The top of the graph shows the years when the topic of “life” is most prevalent, in this case 1900, and this graph at least does not seem to reflect the same trends as the earlier graph.

One of the big problems here I think is the fact that I only have the data broken out by year.  When I am able to slice off finer chunks of data (like just the methodology articles for certain years), I think I may be able to get more interesting results.  Another problem is the fact that the SEP does not talk much about chemistry, so it might also be interesting to compare this data with other subjects, like physics, that are better covered.  Do physics show similar haphazard trends or do they reflect the historiography of the field better?

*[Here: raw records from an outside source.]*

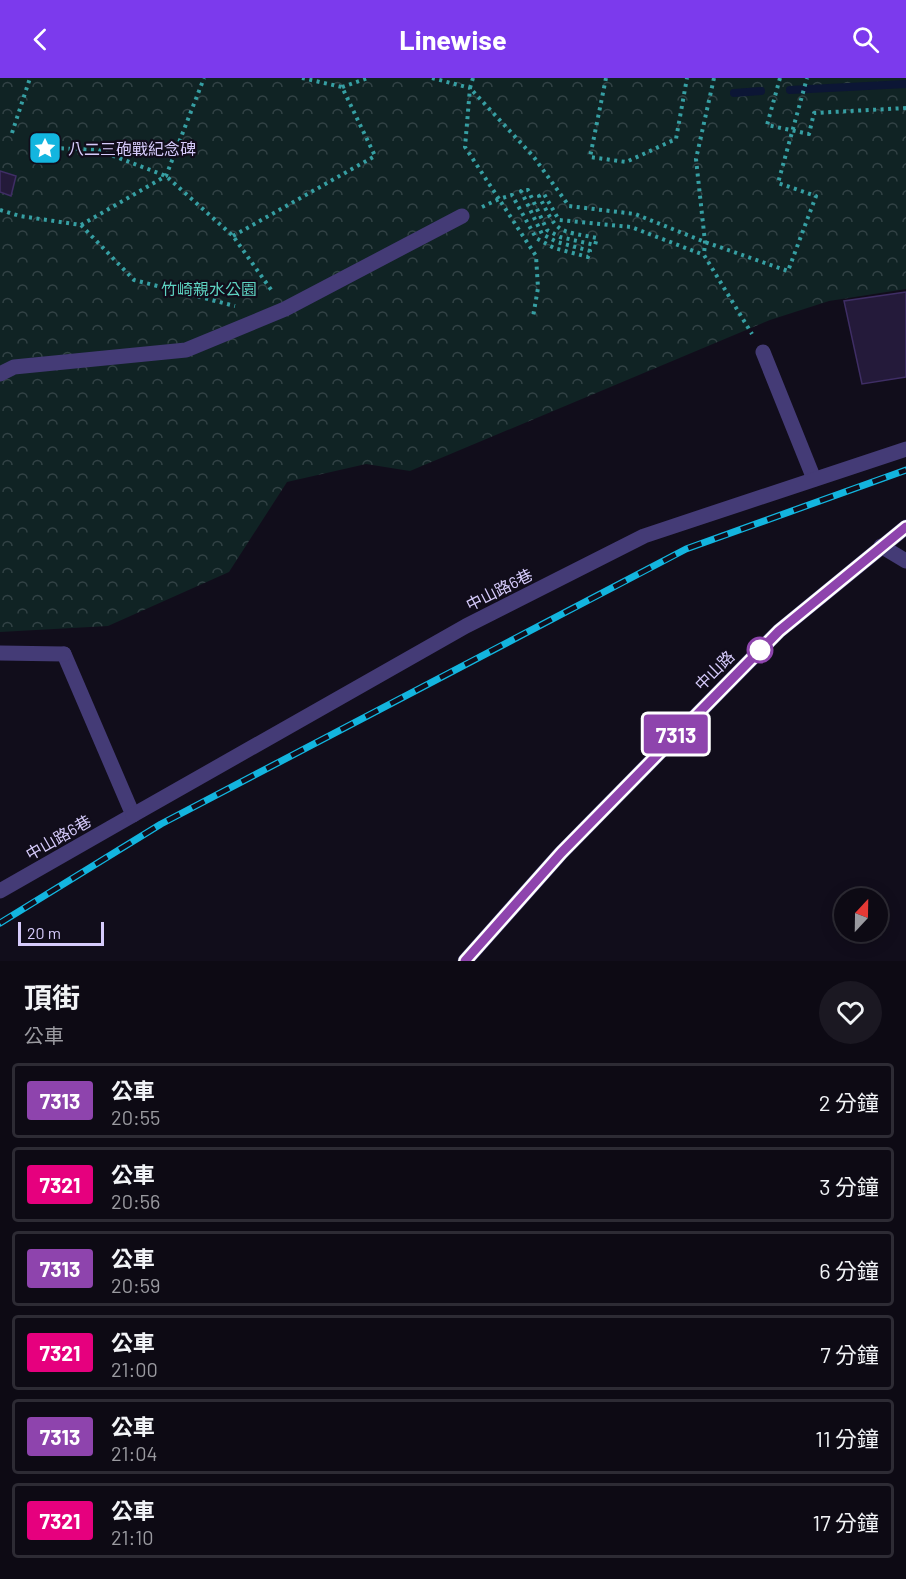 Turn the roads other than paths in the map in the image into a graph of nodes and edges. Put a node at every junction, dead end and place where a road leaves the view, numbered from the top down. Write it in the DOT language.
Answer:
graph roads {
  1 [pos="462,216"];
  2 [pos="763,352"];
  3 [pos="7,365"];
  4 [pos="0,374"];
  5 [pos="906,449"];
  6 [pos="814,479"];
  7 [pos="906,527"];
  8 [pos="881,546"];
  9 [pos="906,561"];
  10 [pos="0,653"];
  11 [pos="133,815"];
  12 [pos="0,891"];
  13 [pos="465,961"];
  1 -- 3 [label="street"];
  2 -- 6 [label="street"];
  3 -- 4 [label="street"];
  5 -- 6 [label="street, 中山路6巷"];
  6 -- 11 [label="street, 中山路6巷"];
  7 -- 8 [label="street, 中山路"];
  8 -- 9 [label="street"];
  8 -- 13 [label="street, 中山路"];
  10 -- 11 [label="street"];
  11 -- 12 [label="street, 中山路6巷"];
} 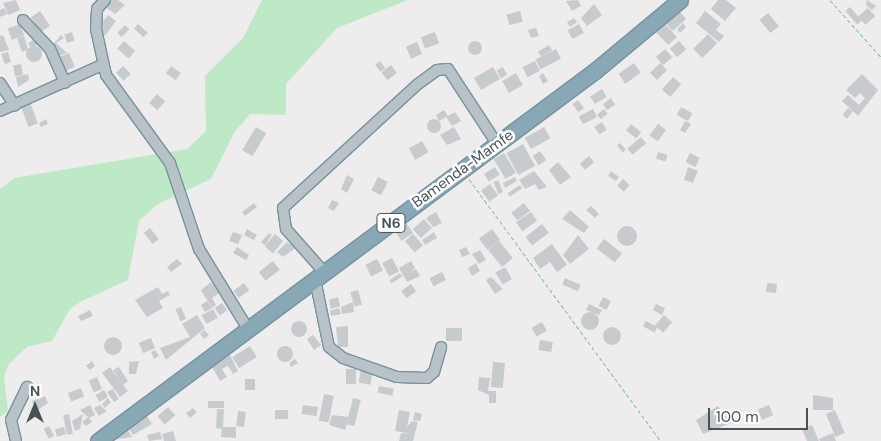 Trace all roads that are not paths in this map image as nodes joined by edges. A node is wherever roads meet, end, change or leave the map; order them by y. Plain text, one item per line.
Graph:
1 (105, 0) edge
2 (680, 0) edge
3 (23, 20) dead end
4 (102, 64) junction
5 (0, 83) edge
6 (65, 83) junction
7 (14, 106) junction
8 (0, 111) edge
9 (497, 144) junction
10 (320, 276) junction
11 (248, 329) junction
12 (441, 347) dead end
13 (27, 387) dead end
14 (16, 441) edge
15 (98, 441) edge

1 - 4 street
2 - 9 highway, Bamenda-Mamfe / N6
3 - 6 street
4 - 6 street
4 - 11 street
5 - 7 street
6 - 7 street
7 - 8 street
9 - 10 highway, Bamenda-Mamfe / N6
9 - 10 street
10 - 11 highway, Bamenda-Mamfe / N6
10 - 12 street
11 - 15 highway, Bamenda-Mamfe / N6
13 - 14 street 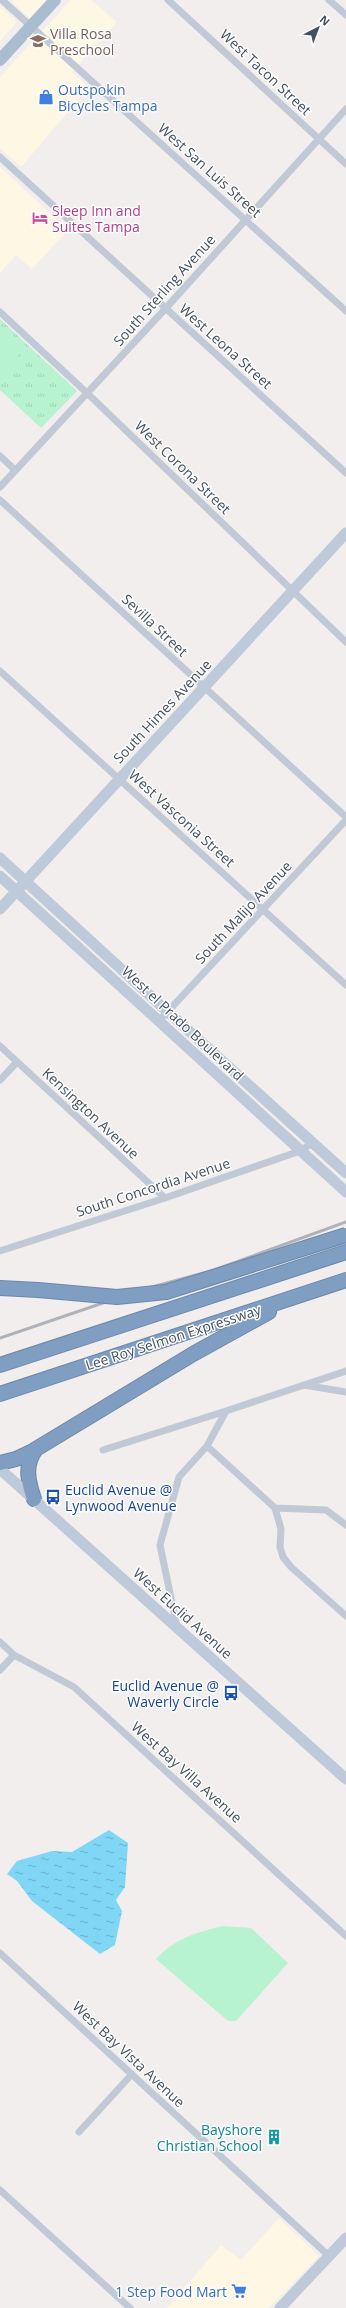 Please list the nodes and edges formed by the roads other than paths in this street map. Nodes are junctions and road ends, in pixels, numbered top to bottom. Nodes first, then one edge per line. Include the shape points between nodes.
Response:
1 (2, 0) edge
2 (55, 0) edge
3 (168, 0) edge
4 (329, 0) edge
5 (346, 15) edge
6 (31, 26) junction
7 (0, 60) edge
8 (346, 109) edge
9 (318, 139) junction
10 (0, 157) edge
11 (346, 164) edge
12 (245, 219) junction
13 (166, 308) junction
14 (346, 311) edge
15 (0, 312) edge
16 (87, 393) junction
17 (0, 456) edge
18 (15, 470) junction
19 (346, 473) edge
20 (0, 487) edge
21 (0, 500) edge
22 (346, 533) edge
23 (293, 591) junction
24 (346, 642) edge
25 (0, 670) edge
26 (204, 687) junction
27 (119, 779) junction
28 (346, 817) edge
29 (346, 820) edge
30 (0, 858) edge
31 (0, 876) edge
32 (26, 881) junction
33 (17, 891) junction
34 (0, 909) edge
35 (263, 910) junction
36 (346, 985) edge
37 (168, 1012) junction
38 (159, 1021) junction
39 (0, 1046) edge
40 (17, 1062) junction
41 (0, 1080) edge
42 (312, 1143) junction
43 (300, 1151) junction
44 (346, 1174) edge
45 (342, 1188) edge
46 (165, 1198) junction
47 (346, 1235) edge
48 (0, 1251) edge
49 (345, 1252) edge
50 (346, 1280) edge
51 (0, 1288) edge
52 (298, 1296) junction
53 (0, 1366) edge
54 (346, 1371) edge
55 (302, 1385) junction
56 (346, 1392) edge
57 (0, 1394) edge
58 (226, 1411) junction
59 (207, 1446) junction
60 (36, 1449) junction
61 (103, 1450) dead end
62 (1, 1470) edge
63 (34, 1499) junction
64 (275, 1508) junction
65 (346, 1526) edge
66 (346, 1616) edge
67 (177, 1627) junction
68 (0, 1642) edge
69 (14, 1655) junction
70 (0, 1670) edge
71 (346, 1778) edge
72 (346, 1936) edge
73 (0, 1953) edge
74 (132, 2074) junction
75 (79, 2132) dead end
76 (0, 2190) edge
77 (346, 2239) edge
78 (329, 2256) junction
79 (130, 2308) edge
80 (280, 2308) edge

1 - 6 street, West San Luis Street
2 - 6 main road
3 - 9 street, West Tacon Street
4 - 5 street
6 - 7 main road
6 - 12 street, West San Luis Street
8 - 9 street, South Sterling Avenue
9 - 11 street, West Tacon Street
9 - 12 street, South Sterling Avenue
10 - 13 street, West Leona Street
12 - 13 street, South Sterling Avenue
12 - 14 street, West San Luis Street
13 - 16 street, South Sterling Avenue
13 - 19 street, West Leona Street
15 - 16 street, West Corona Street
16 - 18 street, South Sterling Avenue
16 - 23 street, West Corona Street
17 - 18 street
18 - 20 street, South Sterling Avenue
21 - 26 street, Sevilla Street
22 - 23 street, South Himes Avenue
23 - 24 street, West Corona Street
23 - 26 street, South Himes Avenue
25 - 27 street, West Vasconia Street
26 - 27 street, South Himes Avenue
26 - 28 street, Sevilla Street
27 - 32 street, South Himes Avenue
27 - 35 street, West Vasconia Street
29 - 35 street, South Malijo Avenue
30 - 32 street, West el Prado Boulevard
31 - 33 street, West el Prado Boulevard
32 - 33 street, South Himes Avenue
32 - 37 street, West el Prado Boulevard
33 - 34 street, South Himes Avenue
33 - 38 street, West el Prado Boulevard
35 - 36 street, West Vasconia Street
35 - 37 street, South Malijo Avenue
37 - 38 street, South Malijo Avenue
37 - 42 street, West el Prado Boulevard
38 - 43 street, West el Prado Boulevard
39 - 40 street, Kensington Avenue
40 - 41 street
40 - 46 street, Kensington Avenue
42 - 43 street, South Concordia Avenue
42 - 44 street, West el Prado Boulevard
43 - 45 street, West el Prado Boulevard
43 - 46 street, South Concordia Avenue
44 - 45 street
46 - 48 street, South Concordia Avenue
47 - 51 highway, bridge via 166,1292 117,1297
49 - 53 highway, Lee Roy Selmon Expressway
50 - 52 highway, Lee Roy Selmon Expressway
52 - 57 highway, Lee Roy Selmon Expressway
52 - 60 highway via 205,1347
54 - 55 street
55 - 56 street
55 - 58 street
58 - 59 street
58 - 61 street
59 - 64 street
59 - 67 street via 178,1477 160,1545
60 - 62 highway
60 - 63 highway via 28,1469 28,1481
62 - 63 street, West Euclid Avenue
63 - 67 street, West Euclid Avenue
64 - 65 street via 326,1510
64 - 66 street via 281,1529 280,1547 283,1557
67 - 71 street, West Euclid Avenue
68 - 69 street, West Bay Villa Avenue
69 - 70 street
69 - 72 street, West Bay Villa Avenue via 74,1687
73 - 74 street, West Bay Vista Avenue
74 - 75 street
74 - 78 street, West Bay Vista Avenue
76 - 79 street
77 - 78 street
78 - 80 street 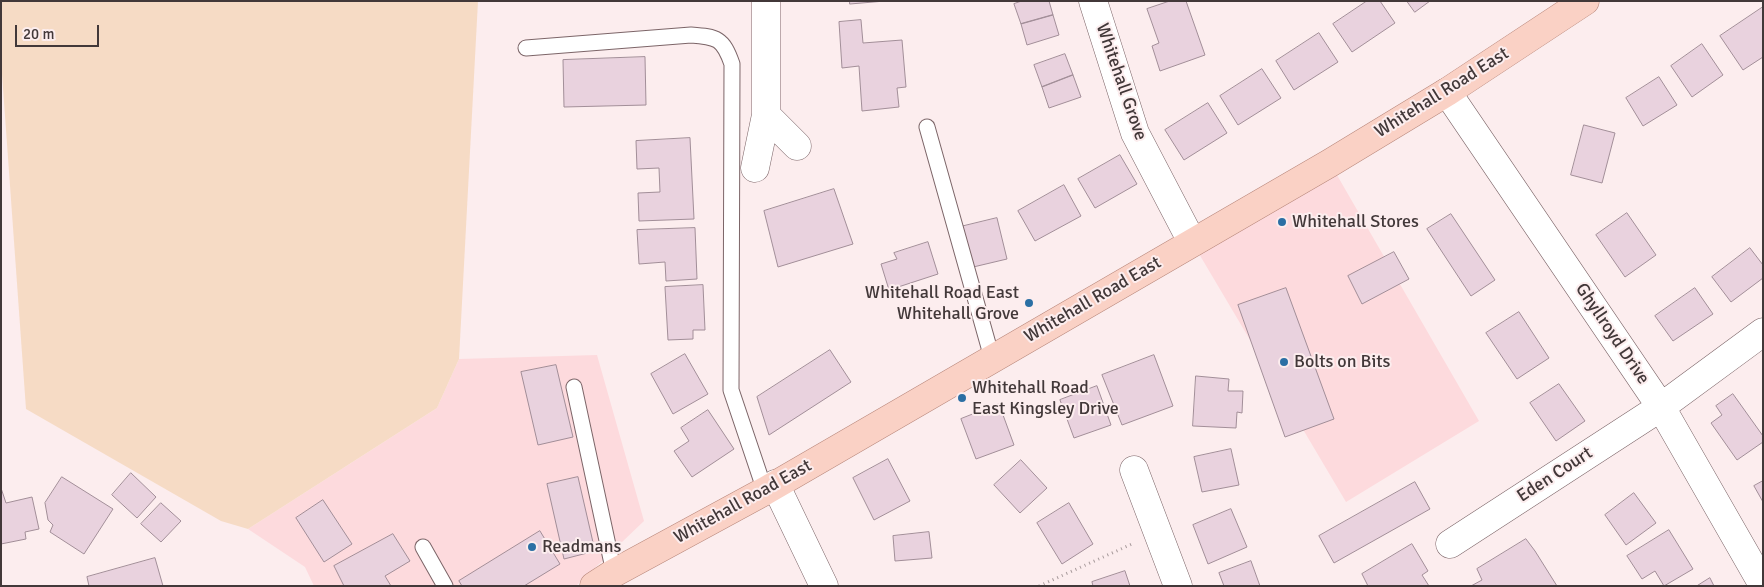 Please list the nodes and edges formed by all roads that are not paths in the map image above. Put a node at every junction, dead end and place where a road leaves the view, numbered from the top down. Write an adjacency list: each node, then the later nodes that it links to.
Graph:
1 (766, 1): 6 (street)
2 (1093, 1): 10 (street, Whitehall Grove)
3 (1585, 1): 5 (main road, Whitehall Road East)
4 (526, 48): 16 (lane)
5 (1447, 92): 10 (main road, Whitehall Road East); 14 (street, Ghyllroyd Drive)
6 (766, 115): 8 (street); 9 (street)
7 (927, 127): 12 (lane)
8 (797, 146)
9 (755, 168)
10 (1192, 242): 12 (main road, Whitehall Road East)
11 (1763, 332): 14 (street, Eden Court)
12 (992, 358): 16 (main road, Whitehall Road East)
13 (574, 387): 19 (lane)
14 (1661, 407): 17 (street, Eden Court); 20 (street, Ghyllroyd Drive)
15 (1134, 470): 23 (street)
16 (770, 488): 19 (main road, Whitehall Road East); 22 (street)
17 (1450, 544)
18 (423, 547): 21 (lane)
19 (604, 579)
20 (1763, 585)
21 (445, 586)
22 (824, 586)
23 (1178, 586) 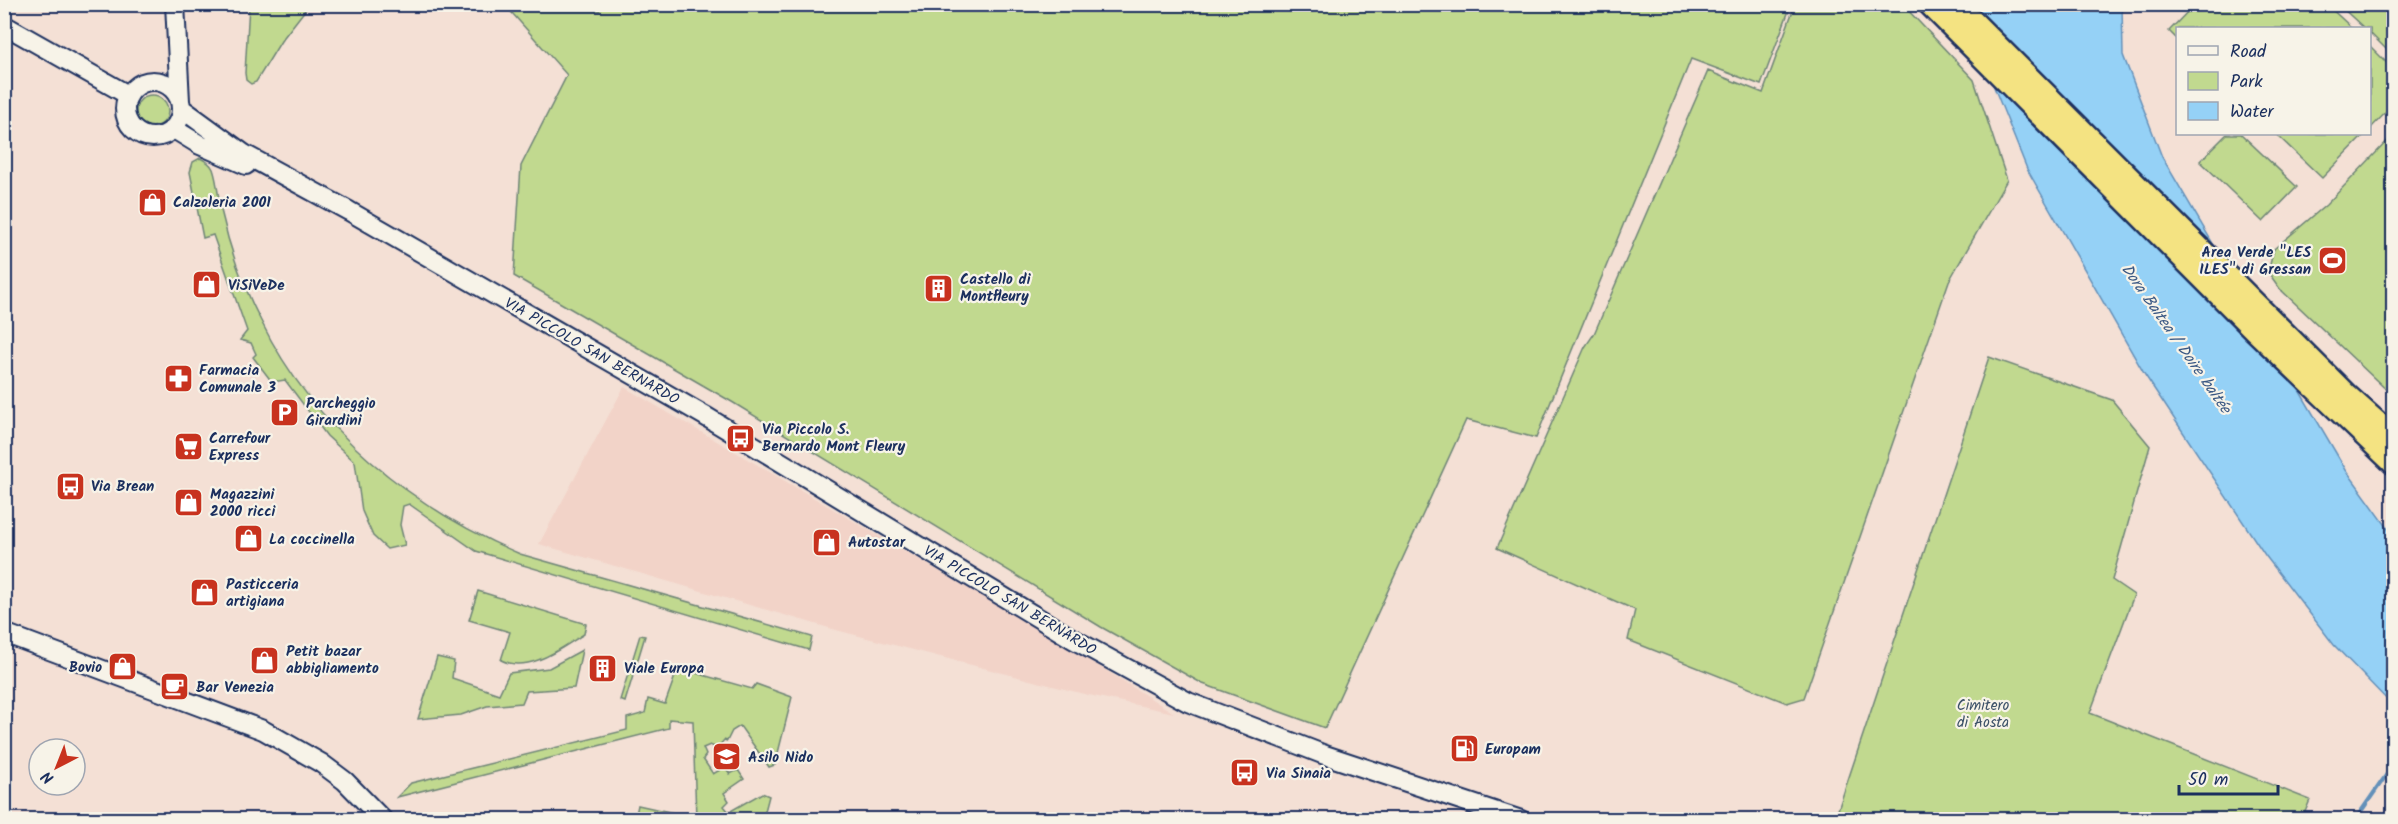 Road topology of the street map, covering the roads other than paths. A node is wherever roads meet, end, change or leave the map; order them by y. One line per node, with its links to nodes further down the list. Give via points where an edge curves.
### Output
1 (175, 4): 6 (street)
2 (1930, 4): 9 (highway, via 2246,321)
3 (1954, 4): 9 (highway, via 2348,396)
4 (4, 25): 5 (street)
5 (128, 95): 6 (street, via 137,85 150,81 168,86); 7 (street, via 126,118 132,129 143,136 159,137)
6 (181, 104): 7 (street); 8 (street, VIA PICCOLO SAN BERNARDO, via 244,154)
7 (174, 129): 8 (street, VIA PICCOLO SAN BERNARDO, via 235,161)
8 (310, 189): 13 (street, VIA PICCOLO SAN BERNARDO, via 705,416 1064,633 1188,702 1315,752)
9 (2383, 441): 10 (highway)
10 (2394, 463)
11 (4, 633): 12 (street, via 263,730 321,763)
12 (384, 819)
13 (1521, 819)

In all, I think this is an interesting proof of concept, but would be significantly more interesting with cleaner data and perhaps some comparisons of different subjects.

Query Sampling Journals

One of the other projects I’ve been working on is sampling the corpus of the Journal of the American Chemical Society against the Stanford Encyclopedia of Philosophy (SEP).  I’ve been using some models set up by the INPHO project here at Indiana.  The hope here is to see whether between 1879 and 1922 (the years I can analyze right now), the journal represents the philosophy of chemistry according to what the SEP thinks should be going on.  Here is a quick spreadsheet of the results.  This is organized year by year, and the articles are ordered in how close the query sampling matches to articles in the SEP (i.e. article 1 is closest, article 2 is next closest, and article 10 is relatively far away).  Overall, not surprisingly, the number one result is Chemistry.  That means at least that the Query samples are picking up on the main topic of the journal.  What is more interesting is the articles that follow.  There are not really any patterns that stand out, and, in some cases, like Duhem is the second closest article in 1889 and a bit further down the list in 1891. Duhem is mentioned by name 3 times in one article in 1891 but not at all in 1889.  To me, this seems to be representing two things.  First, there is some bias in the SEP toward particular topics.  Second, at least for earlier periods, standard encyclopedias like the SEP may not be the best sources for how the field is progressing. I’m still thinking more about that second argument, so more on that later.